Thursday, July 5, 2018

A TOWN OF ENTREPRENEURS

Mercier Orchards, Blue Ridge, GA

We’re in Blue Ridge, Georgia: population 1290, a town that turns into a crowded metropolis on July 4. I’ve been here before, but on this trip, I dug a little deeper into information about the commerce of the area. First stop: Mercier Orchards, owned by Bill and Adele Mercier since 1943 when Bill, a former Agricultural Extension agent for Fannin County, established a thriving industry that has the earmarks of a forward-looking entrepreneur. 
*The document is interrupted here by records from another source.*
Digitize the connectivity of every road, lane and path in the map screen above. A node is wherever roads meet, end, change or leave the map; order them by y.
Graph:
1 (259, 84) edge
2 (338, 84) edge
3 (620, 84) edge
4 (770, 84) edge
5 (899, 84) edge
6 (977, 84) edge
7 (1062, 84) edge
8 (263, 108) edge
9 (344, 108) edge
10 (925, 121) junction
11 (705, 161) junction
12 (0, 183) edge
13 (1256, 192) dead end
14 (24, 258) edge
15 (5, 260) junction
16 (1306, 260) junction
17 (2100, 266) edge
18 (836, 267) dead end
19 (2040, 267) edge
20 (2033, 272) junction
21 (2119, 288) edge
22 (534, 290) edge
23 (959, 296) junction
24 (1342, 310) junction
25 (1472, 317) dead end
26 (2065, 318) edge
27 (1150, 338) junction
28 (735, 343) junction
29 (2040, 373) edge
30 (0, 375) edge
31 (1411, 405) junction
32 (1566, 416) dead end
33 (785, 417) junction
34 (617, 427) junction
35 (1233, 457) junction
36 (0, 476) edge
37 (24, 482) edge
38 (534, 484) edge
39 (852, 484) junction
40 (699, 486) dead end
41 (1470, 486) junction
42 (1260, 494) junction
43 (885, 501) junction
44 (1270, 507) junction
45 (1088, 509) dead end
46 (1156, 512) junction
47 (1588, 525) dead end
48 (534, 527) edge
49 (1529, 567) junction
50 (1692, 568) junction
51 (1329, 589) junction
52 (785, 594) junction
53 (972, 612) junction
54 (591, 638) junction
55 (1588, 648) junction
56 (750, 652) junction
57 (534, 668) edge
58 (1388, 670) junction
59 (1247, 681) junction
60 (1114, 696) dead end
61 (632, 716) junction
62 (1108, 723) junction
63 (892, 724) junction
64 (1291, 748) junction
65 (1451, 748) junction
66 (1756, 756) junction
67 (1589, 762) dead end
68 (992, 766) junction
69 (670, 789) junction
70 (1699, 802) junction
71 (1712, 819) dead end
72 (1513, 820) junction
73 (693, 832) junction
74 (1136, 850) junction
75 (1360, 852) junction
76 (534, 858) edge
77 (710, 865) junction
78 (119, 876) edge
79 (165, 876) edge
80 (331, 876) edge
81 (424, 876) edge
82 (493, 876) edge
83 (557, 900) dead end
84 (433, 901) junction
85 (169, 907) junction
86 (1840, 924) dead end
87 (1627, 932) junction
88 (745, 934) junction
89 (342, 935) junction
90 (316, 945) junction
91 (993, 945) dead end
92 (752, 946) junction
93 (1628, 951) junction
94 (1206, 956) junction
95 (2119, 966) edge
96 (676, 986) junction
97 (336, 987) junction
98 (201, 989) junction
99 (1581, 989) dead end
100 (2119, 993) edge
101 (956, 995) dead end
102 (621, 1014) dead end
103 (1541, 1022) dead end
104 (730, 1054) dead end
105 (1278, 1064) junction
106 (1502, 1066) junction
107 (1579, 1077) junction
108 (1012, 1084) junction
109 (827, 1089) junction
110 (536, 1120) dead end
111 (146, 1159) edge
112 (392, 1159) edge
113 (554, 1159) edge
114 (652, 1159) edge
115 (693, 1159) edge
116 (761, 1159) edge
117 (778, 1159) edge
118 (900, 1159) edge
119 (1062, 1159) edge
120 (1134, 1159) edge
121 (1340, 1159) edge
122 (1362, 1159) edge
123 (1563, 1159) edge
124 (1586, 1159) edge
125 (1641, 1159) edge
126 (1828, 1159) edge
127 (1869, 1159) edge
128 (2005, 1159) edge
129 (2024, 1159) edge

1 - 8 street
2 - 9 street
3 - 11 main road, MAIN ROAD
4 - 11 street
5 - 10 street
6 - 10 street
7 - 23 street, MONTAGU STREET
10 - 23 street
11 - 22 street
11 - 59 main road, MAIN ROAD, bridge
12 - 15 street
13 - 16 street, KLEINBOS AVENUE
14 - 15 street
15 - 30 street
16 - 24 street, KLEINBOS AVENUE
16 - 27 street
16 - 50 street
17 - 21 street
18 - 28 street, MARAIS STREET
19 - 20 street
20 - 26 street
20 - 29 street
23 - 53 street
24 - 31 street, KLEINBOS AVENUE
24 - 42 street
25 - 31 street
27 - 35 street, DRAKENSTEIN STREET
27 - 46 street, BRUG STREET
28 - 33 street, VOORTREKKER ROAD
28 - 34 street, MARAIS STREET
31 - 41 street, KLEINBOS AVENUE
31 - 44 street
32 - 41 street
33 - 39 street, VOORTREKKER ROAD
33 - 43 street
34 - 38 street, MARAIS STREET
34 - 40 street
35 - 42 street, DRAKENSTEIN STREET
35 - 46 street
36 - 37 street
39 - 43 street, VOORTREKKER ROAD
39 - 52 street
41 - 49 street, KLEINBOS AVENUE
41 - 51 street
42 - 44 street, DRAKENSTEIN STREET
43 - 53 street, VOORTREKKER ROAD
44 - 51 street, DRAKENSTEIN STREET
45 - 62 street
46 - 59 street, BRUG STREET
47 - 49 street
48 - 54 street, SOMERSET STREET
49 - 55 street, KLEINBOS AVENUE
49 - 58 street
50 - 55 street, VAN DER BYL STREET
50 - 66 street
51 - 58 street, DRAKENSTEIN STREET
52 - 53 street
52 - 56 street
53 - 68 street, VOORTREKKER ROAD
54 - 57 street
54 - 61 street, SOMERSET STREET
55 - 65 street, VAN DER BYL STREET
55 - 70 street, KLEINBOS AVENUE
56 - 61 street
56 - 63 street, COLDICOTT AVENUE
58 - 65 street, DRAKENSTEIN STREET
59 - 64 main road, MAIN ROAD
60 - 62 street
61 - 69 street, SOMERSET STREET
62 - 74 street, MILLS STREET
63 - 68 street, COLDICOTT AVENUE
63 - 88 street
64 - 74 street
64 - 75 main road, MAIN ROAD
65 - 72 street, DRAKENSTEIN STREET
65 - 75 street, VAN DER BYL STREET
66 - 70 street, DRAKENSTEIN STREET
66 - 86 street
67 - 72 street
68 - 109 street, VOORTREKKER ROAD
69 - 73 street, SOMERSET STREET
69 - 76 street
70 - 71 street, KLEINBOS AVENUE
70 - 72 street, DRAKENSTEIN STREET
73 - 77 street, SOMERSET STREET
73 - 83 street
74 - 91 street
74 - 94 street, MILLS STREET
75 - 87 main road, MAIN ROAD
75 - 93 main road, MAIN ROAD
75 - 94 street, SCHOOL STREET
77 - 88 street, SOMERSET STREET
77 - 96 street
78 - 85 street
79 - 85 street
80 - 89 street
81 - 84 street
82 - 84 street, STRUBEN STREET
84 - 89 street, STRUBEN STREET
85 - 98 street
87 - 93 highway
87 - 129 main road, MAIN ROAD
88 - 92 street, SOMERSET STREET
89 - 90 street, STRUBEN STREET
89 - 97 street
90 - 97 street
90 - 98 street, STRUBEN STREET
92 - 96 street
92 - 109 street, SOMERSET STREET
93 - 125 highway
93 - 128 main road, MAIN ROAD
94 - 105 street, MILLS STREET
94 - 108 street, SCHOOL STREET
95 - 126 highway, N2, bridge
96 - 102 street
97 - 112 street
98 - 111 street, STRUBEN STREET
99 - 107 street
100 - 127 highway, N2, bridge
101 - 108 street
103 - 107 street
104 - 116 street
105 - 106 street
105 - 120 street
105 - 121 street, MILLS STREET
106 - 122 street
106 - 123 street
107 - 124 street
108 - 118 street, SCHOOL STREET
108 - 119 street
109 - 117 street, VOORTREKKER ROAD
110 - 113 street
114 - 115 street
“The ideal spot for a proposed orchard is gently sloping and high,” wrote Jacob Biggle in his guide to orcharding, The Biggle Orchard Book, published in 1906. The Merciers, reading the guide years later, must have been encouraged by this idea. They've grown a fruit industry that has borne out all of Biggle’s aspirations described in his little treatise on fruit and orchard gleanings “from bough to basket, gathered and packed into book form.” I picked up this book in the vast Mercier market, best known for its over 20 varieties of apples, cider, fried apple pies, as well as peaches, blueberries, blackberries, and other produce.

From the photo above, readers can see that the “gently sloping hill” leading to the market would have been a climb were it not for the wooden walkway the Mercier entrepreneurs built for shoppers. Along the walkway, we discovered the plant that is in the area of study of my botanist friend, Dr. Vickie Sullivan: Eupatorium capillifolium — or dog fennel, a plant we rarely see growing in “civilized sites.”
 
Vickie beside dog fennel

Hundreds of busloads of tourists visit the Mercier Orchards each year, particularly during the holidays, and July 4 was no exception. We tarried long enough to buy a basket of peaches, a jar of mayhaw jelly, and my Biggle book, then returned to Blue Ridge to hunt for fairy crosses, or crystallized stones.

In the Pezrock store on East Main Street, I found a small specimen that satisfied my envee for a staurolite that symbolizes a story I had heard about the Cherokee tribe during my trip to Bryson City, North Carolina. I’d been intrigued by the ancient legend about Cherokees weeping over the loss of their homeland and moving west and their tears falling on the earth to crystallize and form fairy crosses. Nowadays, the crosses are used in meditation because it is said that their energy evokes lucid dreaming, even causes astral travel. 

Pezrock Store, Blue Ridge, GA
I like the idea that if a person keeps a fairy cross in his/her pocket or near the center of the body, stress is relieved. According to Mark Thomason, staurolites have been carried by President Teddy Roosevelt, Charles Lindbergh, and Thomas Edison, so you’re in good company if you carry one of the blackish stones. The Pezrock Store was another example of entrepreneurial effort and has a dazzling display of fossils, gems, jewelry, carved driftwood, petrified wood sinks and tables, teak wood, and home decor. I daresay that members of The Shark Tank group on television missed an opportunity by not buying into this enterprise!

Fairy Cross
At lunchtime in Blue Ridge, we could pick among six top notch restaurants owned by entrepreneurs Danny Melmar and Michelle Moran: Harvest on the Main, Cucina Rustica Italian Restaurant, La Pizzeria, The Blue Ridge Fry Shop, Blue Smoke BBQ, and Masseria. These energetic chefs grow a lot of their own produce and in their Italian restaurant, they make their own pasta. In addition, they often serve dinner at The Cook’s Farm, and, as one of the waitresses in Harvest on the Main said, “they seem to never sleep.”


Blue Ridge is a bustling mountain town that offers the best of north Georgia and the Appalachians amid lakes and trails open to outdoor enthusiasts. If you have a yen to scale heights, just up the road, Brasstown Bald, at 4800 foot elevation, offers higher adventure.